**WORK ITEM:** Tally up the lines below that contain the word "highway" and give the total alone.

**THE INPUT:**
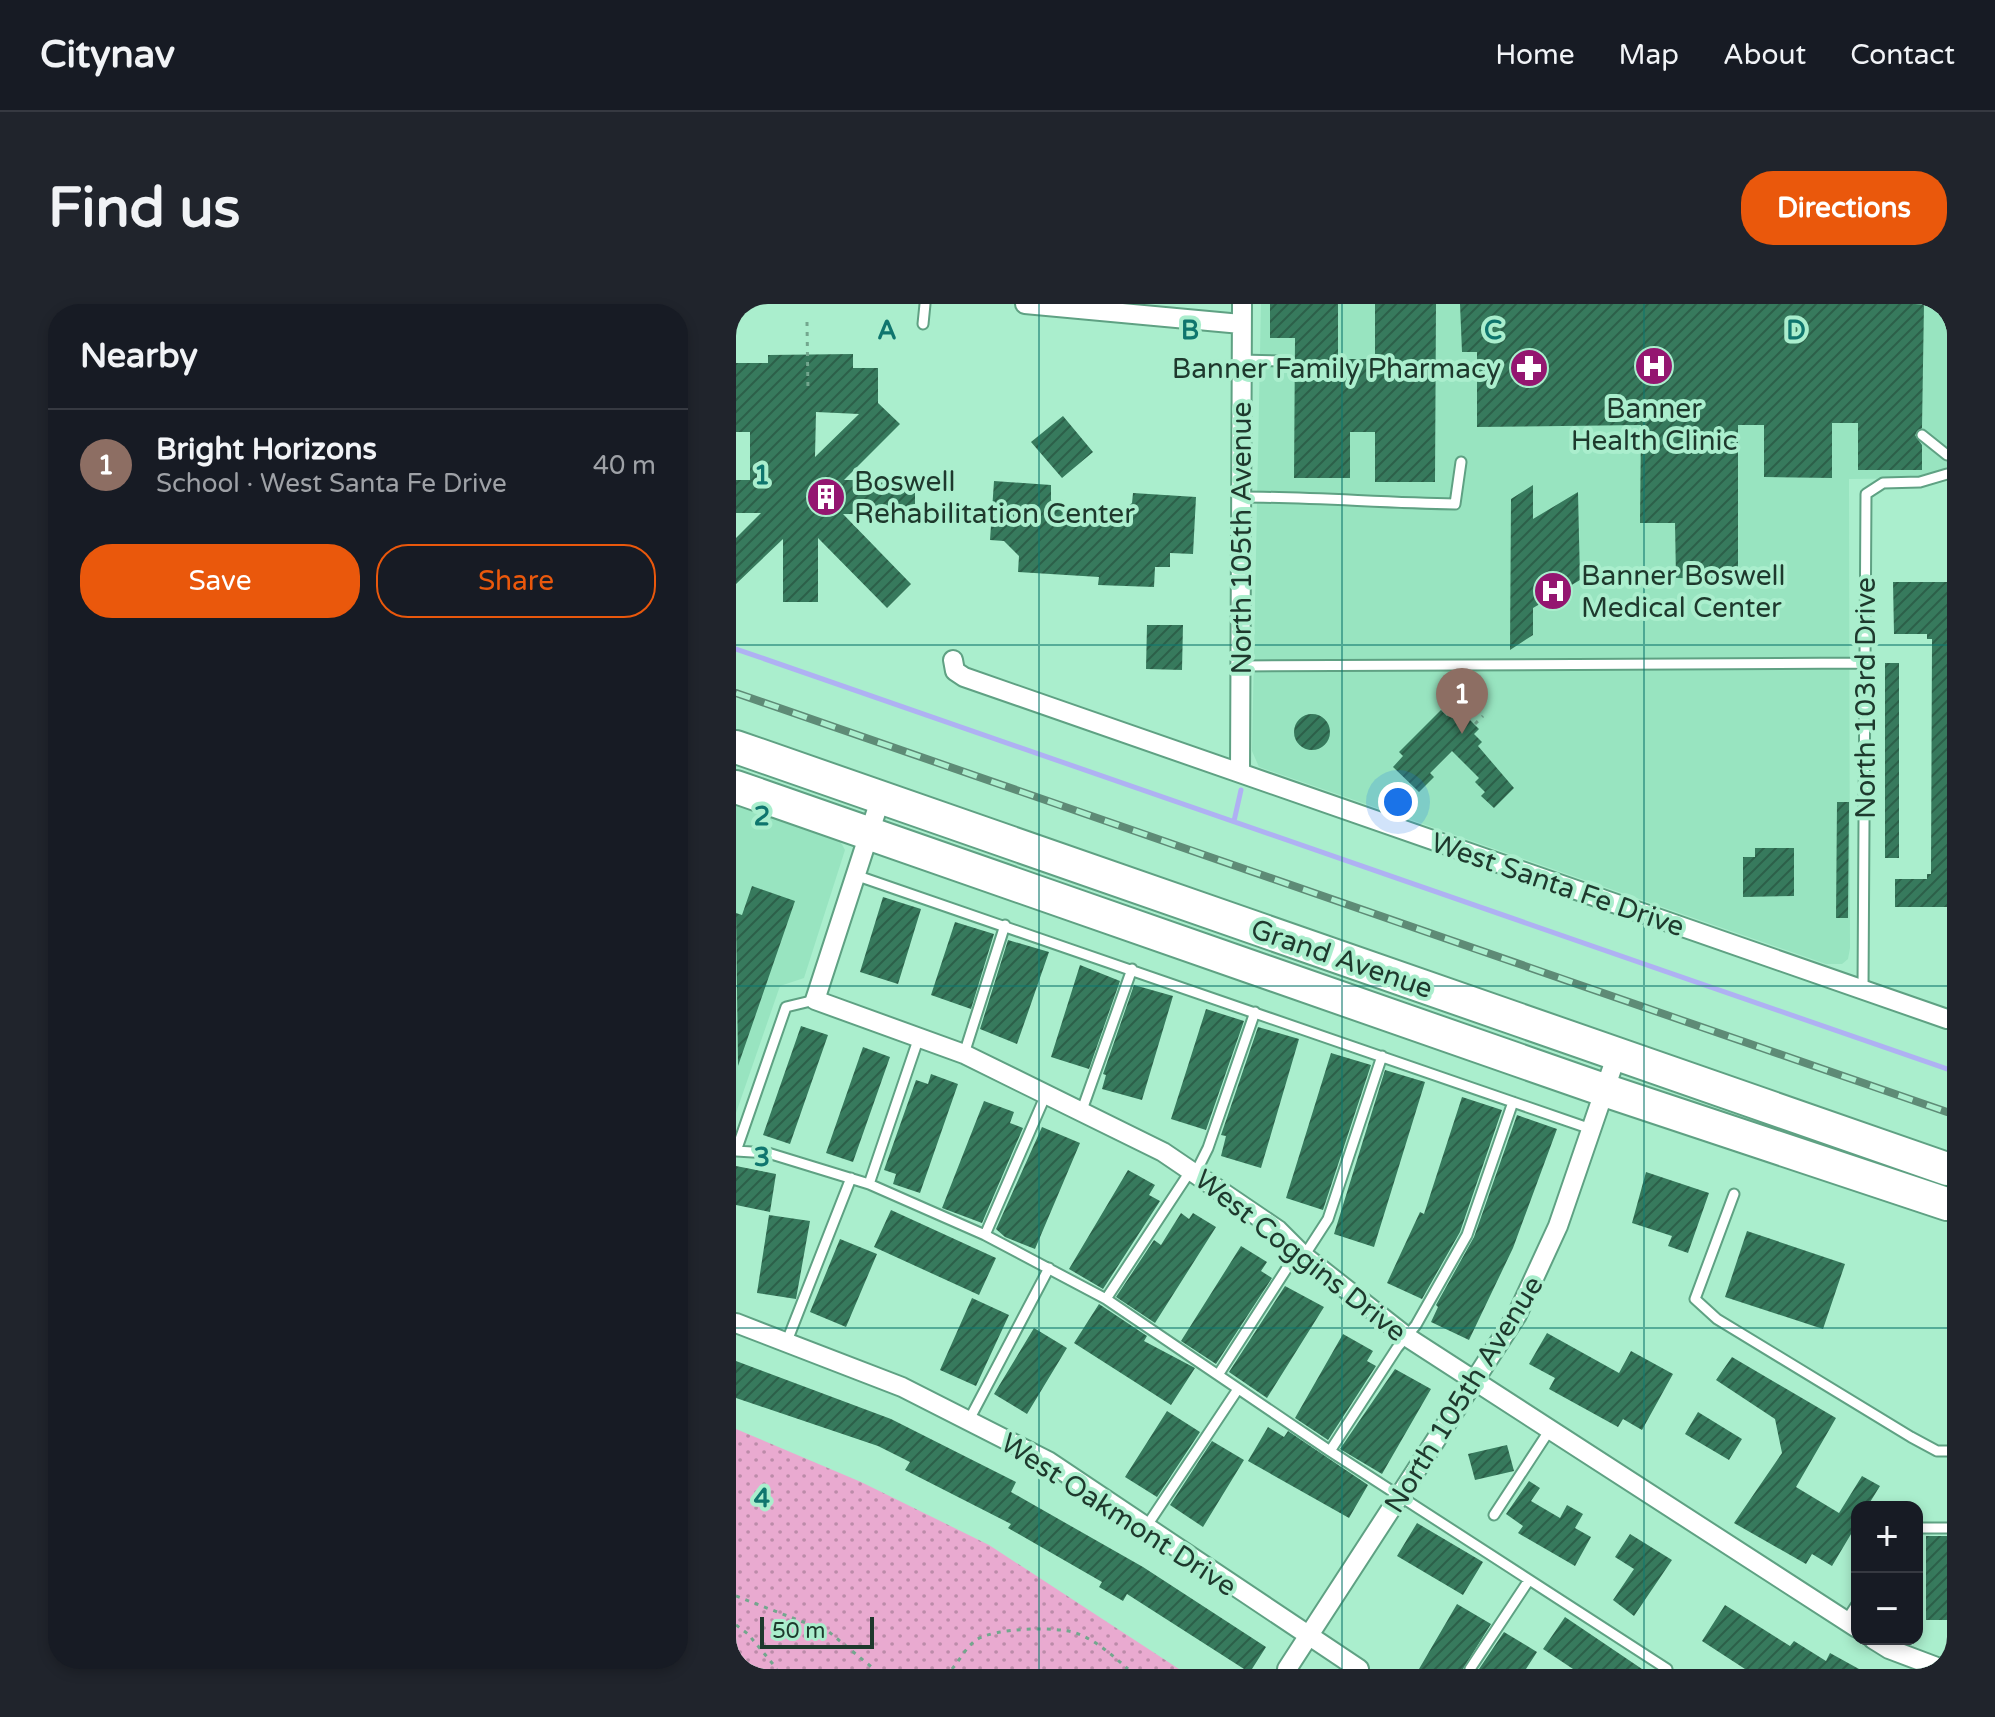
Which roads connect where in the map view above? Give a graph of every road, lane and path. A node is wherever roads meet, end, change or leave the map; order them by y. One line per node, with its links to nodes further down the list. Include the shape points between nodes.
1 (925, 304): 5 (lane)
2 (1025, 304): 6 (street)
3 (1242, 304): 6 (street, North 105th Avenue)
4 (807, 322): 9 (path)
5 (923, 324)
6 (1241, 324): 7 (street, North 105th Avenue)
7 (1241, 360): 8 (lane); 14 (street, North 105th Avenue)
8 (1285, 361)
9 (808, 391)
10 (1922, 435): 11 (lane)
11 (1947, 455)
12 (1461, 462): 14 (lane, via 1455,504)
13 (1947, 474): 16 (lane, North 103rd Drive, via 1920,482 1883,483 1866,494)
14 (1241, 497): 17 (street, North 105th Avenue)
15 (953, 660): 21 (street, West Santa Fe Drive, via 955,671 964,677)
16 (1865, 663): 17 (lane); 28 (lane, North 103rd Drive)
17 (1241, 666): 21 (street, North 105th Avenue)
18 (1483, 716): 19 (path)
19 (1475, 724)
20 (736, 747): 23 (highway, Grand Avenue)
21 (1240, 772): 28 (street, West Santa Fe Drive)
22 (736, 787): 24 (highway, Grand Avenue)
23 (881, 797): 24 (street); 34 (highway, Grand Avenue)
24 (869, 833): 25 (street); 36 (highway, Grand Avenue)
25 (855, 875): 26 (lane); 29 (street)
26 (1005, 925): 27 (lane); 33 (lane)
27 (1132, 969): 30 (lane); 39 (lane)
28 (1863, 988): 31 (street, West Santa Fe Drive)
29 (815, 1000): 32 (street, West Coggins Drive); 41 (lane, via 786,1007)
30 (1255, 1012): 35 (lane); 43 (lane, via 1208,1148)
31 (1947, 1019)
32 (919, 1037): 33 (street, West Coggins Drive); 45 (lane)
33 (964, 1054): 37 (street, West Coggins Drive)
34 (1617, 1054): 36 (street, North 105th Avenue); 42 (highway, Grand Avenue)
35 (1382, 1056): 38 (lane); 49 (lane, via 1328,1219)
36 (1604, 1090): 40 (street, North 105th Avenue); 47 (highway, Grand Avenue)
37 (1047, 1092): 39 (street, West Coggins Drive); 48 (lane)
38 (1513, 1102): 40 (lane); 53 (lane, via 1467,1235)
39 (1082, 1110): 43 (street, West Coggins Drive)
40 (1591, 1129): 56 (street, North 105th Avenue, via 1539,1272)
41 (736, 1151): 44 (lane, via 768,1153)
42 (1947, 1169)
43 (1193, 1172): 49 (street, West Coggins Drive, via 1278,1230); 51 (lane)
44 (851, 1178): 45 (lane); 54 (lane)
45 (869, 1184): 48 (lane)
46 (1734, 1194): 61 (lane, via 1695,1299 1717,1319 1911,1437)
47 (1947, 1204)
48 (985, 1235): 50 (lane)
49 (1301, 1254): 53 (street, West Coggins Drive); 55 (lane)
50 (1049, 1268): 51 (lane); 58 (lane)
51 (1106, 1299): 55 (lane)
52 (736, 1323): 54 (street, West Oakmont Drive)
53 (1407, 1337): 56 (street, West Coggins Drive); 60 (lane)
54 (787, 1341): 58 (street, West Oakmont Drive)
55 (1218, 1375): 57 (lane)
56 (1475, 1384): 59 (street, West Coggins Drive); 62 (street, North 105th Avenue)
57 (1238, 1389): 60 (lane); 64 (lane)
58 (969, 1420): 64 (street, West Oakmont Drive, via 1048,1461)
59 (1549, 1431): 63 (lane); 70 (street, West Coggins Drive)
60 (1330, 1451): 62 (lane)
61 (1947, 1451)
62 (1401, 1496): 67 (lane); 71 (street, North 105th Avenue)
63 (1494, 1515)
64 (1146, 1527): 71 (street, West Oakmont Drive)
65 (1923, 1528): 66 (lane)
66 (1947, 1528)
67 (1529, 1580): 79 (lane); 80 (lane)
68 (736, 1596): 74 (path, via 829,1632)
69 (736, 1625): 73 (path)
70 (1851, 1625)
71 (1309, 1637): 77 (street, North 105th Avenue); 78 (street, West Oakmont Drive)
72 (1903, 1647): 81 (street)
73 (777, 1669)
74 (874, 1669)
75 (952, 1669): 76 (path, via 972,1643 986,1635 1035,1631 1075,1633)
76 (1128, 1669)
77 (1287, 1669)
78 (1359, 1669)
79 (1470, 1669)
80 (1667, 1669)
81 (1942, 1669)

**SOLUTION TO THIS TASK:** 6